Clean Water Advocacy - Newsroom - AMSA in the News
Bush's Budget Targets EPA With $450 Million
Cut
EPA
E&E Daily
02/08/2005
Darren Samuelsohn, E&E Daily senior reporter
President Bush wants to reduce the U.S. EPA's annual budget by $450 million
under the agency's proposed $7.57 billion spending plan released yesterday.
Atop the cutting board is the Clean Water State Revolving Loan Fund (CWSRF), one
of the agency's most expensive programs. The program, aimed at improving
wastewater treatment plants, would see the federal share of its funding fall
from just over $1 billion to $730 million under Bush's proposal.
Lawmakers last year reluctantly granted Bush's last recommendation to reduce
funding for the popular program, and the administration appears intent on
following up with further cuts this year. In defense of the proposed $361
million cut, EPA's top water official, Ben Grumbles, said the federal-state
matching loan program is sustainable at the proposed level.
"There's no question there are hard choices in putting together a budget,"
Grumbles said, noting that a host of other EPA programs in Bush's budget are
aimed at improving water quality, including regional efforts on the Chesapeake
Bay and Great Lakes.
Big picture, acting EPA Administrator Stephen Johnson said there was little
difference between Bush's overall $7.57 billion spending plan for the agency
when compared with its $8.02 billion enacted level from Congress for FY '05. The
5.6 percent cut is not so significant, Johnson said, if one considers the Bush
budget removes some $500 million in lawmaker-written earmarks added during the
appropriations process. "The budgets are pretty close" when the earmarks are
taken out, he said.
Congress historically has reacted in unpleasant fashion to such justification
for budget cuts. At past hearings with top EPA officials, lawmakers have argued
quite forcefully that they know best what funds are needed for water projects in
their districts. And time and again, that displeasure has evolved into the
restoration of most of the administration's recommended reductions.
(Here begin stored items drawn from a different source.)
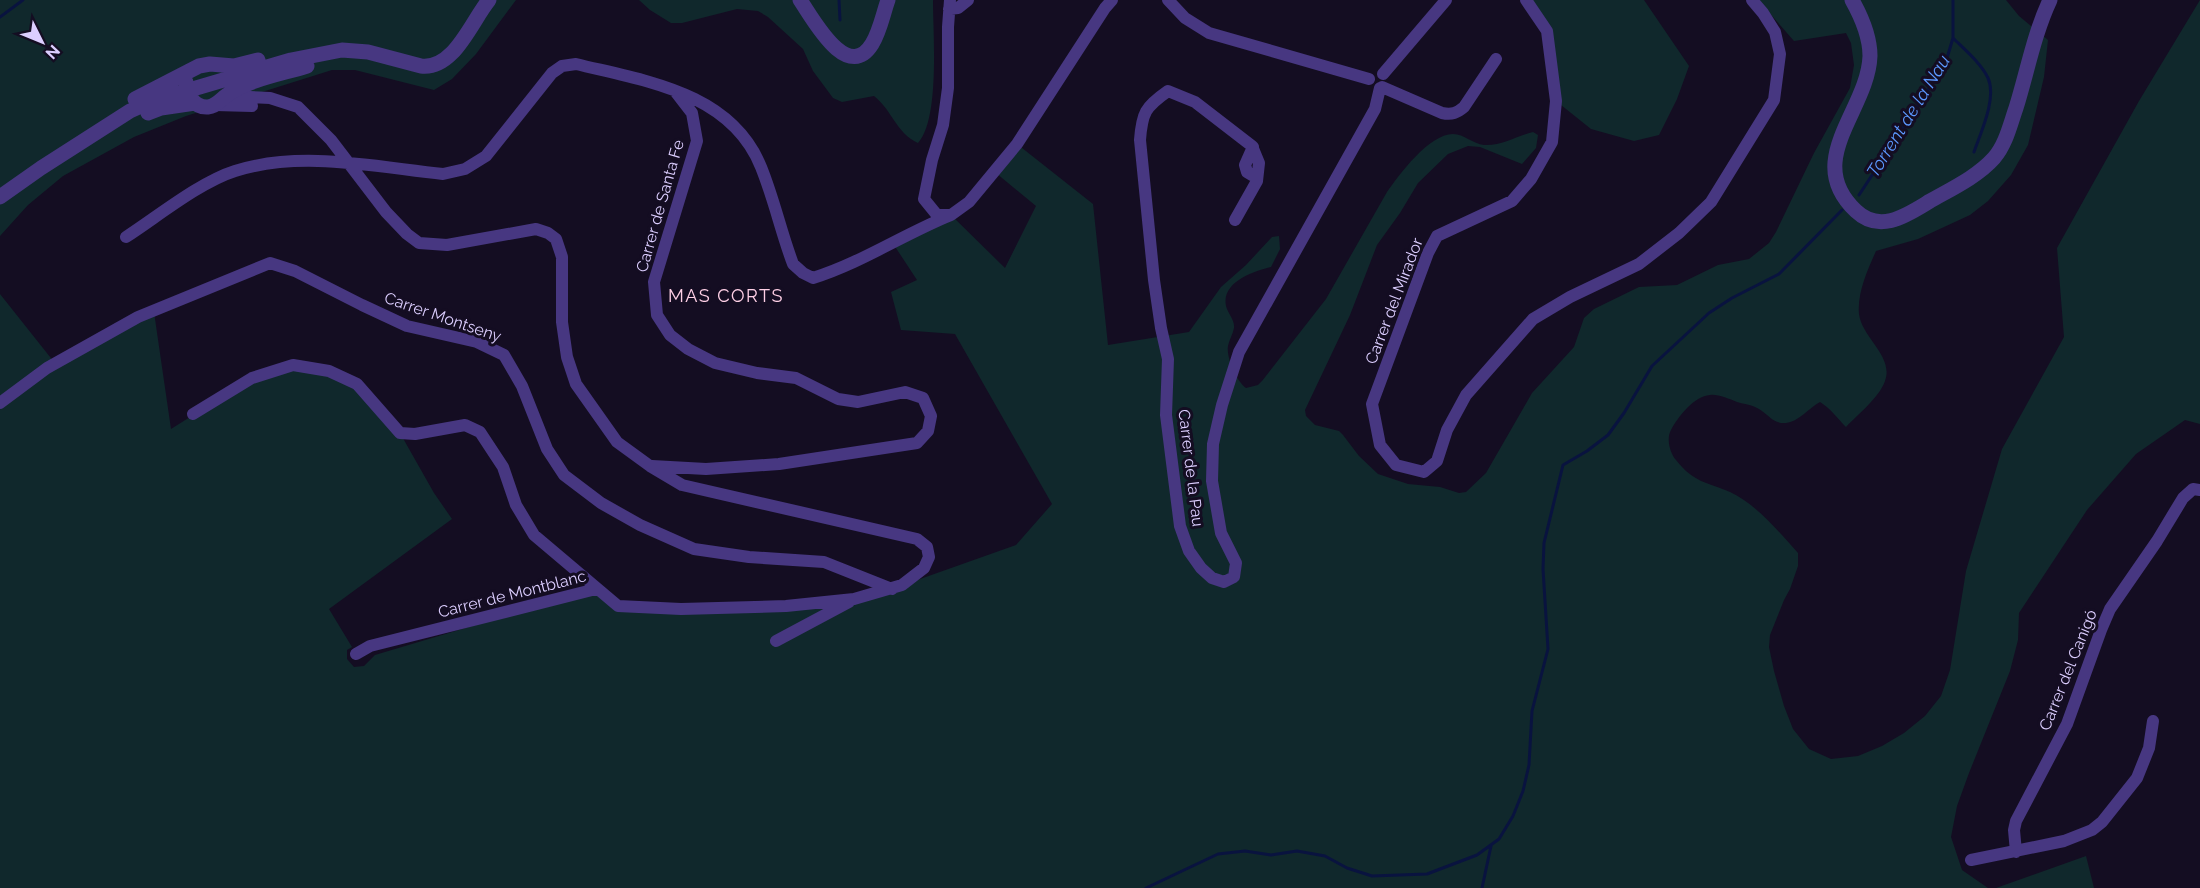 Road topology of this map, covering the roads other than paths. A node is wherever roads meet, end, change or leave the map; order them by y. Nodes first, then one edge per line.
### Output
1 (489, 0) edge
2 (800, 0) edge
3 (888, 0) edge
4 (968, 0) edge
5 (1112, 0) edge
6 (1168, 0) edge
7 (1446, 0) edge
8 (1526, 0) edge
9 (1752, 0) edge
10 (1852, 0) edge
11 (2050, 0) edge
12 (949, 5) edge
13 (327, 53) junction
14 (1496, 59) dead end
15 (216, 66) junction
16 (192, 70) junction
17 (226, 80) junction
18 (1382, 83) junction
19 (672, 88) junction
20 (191, 97) junction
21 (220, 101) junction
22 (65, 153) junction
23 (350, 164) junction
24 (0, 197) edge
25 (951, 215) junction
26 (1235, 220) dead end
27 (126, 237) dead end
28 (0, 403) edge
29 (192, 414) dead end
30 (650, 466) junction
31 (2200, 490) edge
32 (596, 589) junction
33 (892, 589) junction
34 (855, 599) junction
35 (776, 641) dead end
36 (356, 654) dead end
37 (2153, 721) dead end
38 (2016, 852) junction
39 (1971, 860) dead end

1 - 13 street
2 - 3 street
4 - 12 street
5 - 25 street
6 - 18 street
7 - 18 street
8 - 9 street, Carrer del Mirador
10 - 11 street
12 - 25 street
13 - 15 street
13 - 17 street
13 - 21 street
14 - 18 street
15 - 16 street
15 - 17 street
16 - 20 street
16 - 22 street
17 - 20 street
17 - 21 street
18 - 26 street, Carrer de la Pau
19 - 23 street
19 - 25 street
19 - 30 street, Carrer de Santa Fe
20 - 21 street
20 - 22 street
21 - 23 street
22 - 24 street
23 - 27 street
23 - 30 street
28 - 33 street, Carrer Montseny
29 - 32 street
30 - 33 street, Carrer de Montblanc
31 - 38 street, Carrer del Canigó
32 - 34 street, Carrer de Montblanc
32 - 36 street, Carrer de Montblanc
33 - 34 street, Carrer de Montblanc
34 - 35 street, Carrer de Montblanc
37 - 38 street
38 - 39 street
But this year may be different. Bush is pressing for fiscal discipline in the
wake of a $421 billion federal deficit, and a handful of GOP leaders are showing
an interest in following suit. House Majority Leader Tom DeLay (R-Texas) has
argued that one of his reasons for the behind-the-scenes charge to shake up the
appropriations process -- which involves moving EPA and many other environmental
agencies into one spending bill -- is aimed at making it easier for Republicans
to push their priorities into the budget process. "It has a lot of meaning," he
said last week after Bush's State of the Union address. "And it's a very strong
signal to our base."
Supporters of increased funding for water infrastructure countered yesterday
that a tight fiscal climate is not a sufficient reason to cut the federal share
of the revolving loan fund. Wesley Warren, a budget expert at the Natural
Resources Defense Council, noted the $388 billion gap in funding for water
infrastructure needs over the next 20 years that have been documented in recent
EPA, Congressional Budget Office and Government Accountability Office reports.
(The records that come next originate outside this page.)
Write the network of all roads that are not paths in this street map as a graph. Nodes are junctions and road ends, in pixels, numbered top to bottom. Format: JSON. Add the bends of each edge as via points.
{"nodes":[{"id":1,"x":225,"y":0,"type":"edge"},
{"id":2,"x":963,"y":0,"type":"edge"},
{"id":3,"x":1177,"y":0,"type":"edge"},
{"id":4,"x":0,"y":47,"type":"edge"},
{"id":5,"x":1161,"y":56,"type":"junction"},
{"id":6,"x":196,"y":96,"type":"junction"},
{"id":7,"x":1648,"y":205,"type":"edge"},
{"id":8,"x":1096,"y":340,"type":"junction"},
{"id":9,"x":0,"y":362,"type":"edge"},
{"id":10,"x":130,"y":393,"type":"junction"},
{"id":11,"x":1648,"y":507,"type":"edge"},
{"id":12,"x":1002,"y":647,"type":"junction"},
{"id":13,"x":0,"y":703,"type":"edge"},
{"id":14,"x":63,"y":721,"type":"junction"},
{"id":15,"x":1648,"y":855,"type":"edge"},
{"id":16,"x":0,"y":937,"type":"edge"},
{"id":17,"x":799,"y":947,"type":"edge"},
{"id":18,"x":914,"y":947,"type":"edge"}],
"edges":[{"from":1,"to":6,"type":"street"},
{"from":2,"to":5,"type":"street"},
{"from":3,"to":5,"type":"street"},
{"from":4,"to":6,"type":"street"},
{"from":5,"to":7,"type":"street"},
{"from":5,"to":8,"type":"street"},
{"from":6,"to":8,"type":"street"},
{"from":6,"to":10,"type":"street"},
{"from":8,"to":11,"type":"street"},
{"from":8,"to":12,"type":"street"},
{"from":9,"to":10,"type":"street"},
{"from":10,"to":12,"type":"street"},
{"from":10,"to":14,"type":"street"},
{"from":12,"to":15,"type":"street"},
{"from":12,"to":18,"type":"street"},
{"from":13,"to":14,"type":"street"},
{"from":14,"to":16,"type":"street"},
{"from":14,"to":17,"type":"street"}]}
"We expected it to be bad, and yet it was even worse," said Warren of the water
cuts, and the EPA budget in general.
The Water Infrastructure Network, which includes local elected officials,
wastewater service providers and labor unions, also criticized the Bush budget
cuts. The wastewater levels were "untenable" on both a short- and long-term
basis, WIN spokeswoman Lee Garrigan said in a prepared statement.
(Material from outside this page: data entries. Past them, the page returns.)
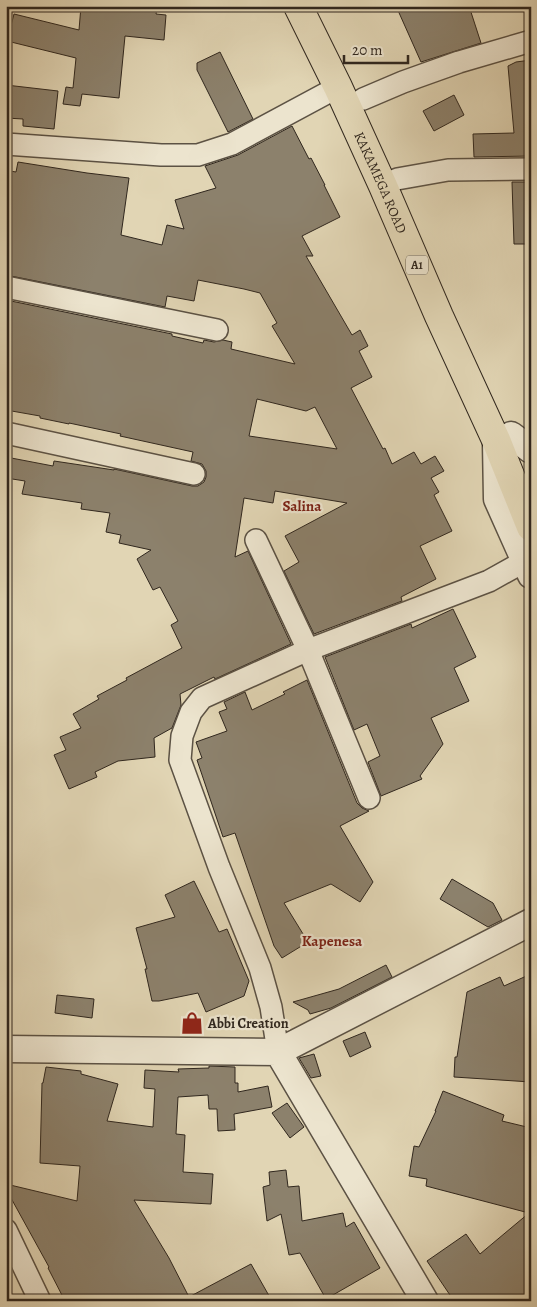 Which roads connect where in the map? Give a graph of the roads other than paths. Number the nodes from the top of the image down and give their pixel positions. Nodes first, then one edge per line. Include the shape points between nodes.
1 (298, 6) edge
2 (314, 6) edge
3 (531, 41) edge
4 (338, 87) junction
5 (363, 100) junction
6 (6, 144) edge
7 (531, 169) edge
8 (397, 180) junction
9 (6, 287) edge
10 (217, 330) dead end
11 (6, 432) edge
12 (513, 442) edge
13 (194, 474) dead end
14 (531, 477) edge
15 (531, 527) edge
16 (256, 540) dead end
17 (528, 568) edge
18 (308, 650) junction
19 (369, 798) dead end
20 (531, 922) edge
21 (6, 1049) edge
22 (278, 1052) junction
23 (6, 1230) edge
24 (40, 1301) edge
25 (425, 1301) edge

1 - 4 highway, KAKAMEGA ROAD / A1
2 - 5 highway, KAKAMEGA ROAD / A1
3 - 5 street via 459,62
4 - 6 street via 232,144 198,154 161,155
4 - 12 highway, KAKAMEGA ROAD / A1 via 439,316
5 - 8 highway, KAKAMEGA ROAD / A1
7 - 8 street via 448,170
8 - 12 highway, KAKAMEGA ROAD / A1
9 - 10 street
11 - 13 street
12 - 14 highway, KAKAMEGA ROAD / A1
12 - 15 highway, KAKAMEGA ROAD / A1
12 - 17 street via 497,499
16 - 18 street
17 - 18 street
18 - 19 street
18 - 22 street via 202,698 191,712 182,736 180,760 260,968 272,1006
20 - 22 street
21 - 22 street
22 - 25 street
23 - 24 street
Overall, the Bush administration made it a point in yesterday's budget rollout
to tackle what it sees as poor government management by eliminating or cutting
some 150 existing programs. At EPA, that White House directive focused on the
earmarks and the water loan program, as well as a $20 million grant program to
train wastewater operators and a reduction from $40 million to $15 million in
the Alaska Native Villages drinking water and wastewater program.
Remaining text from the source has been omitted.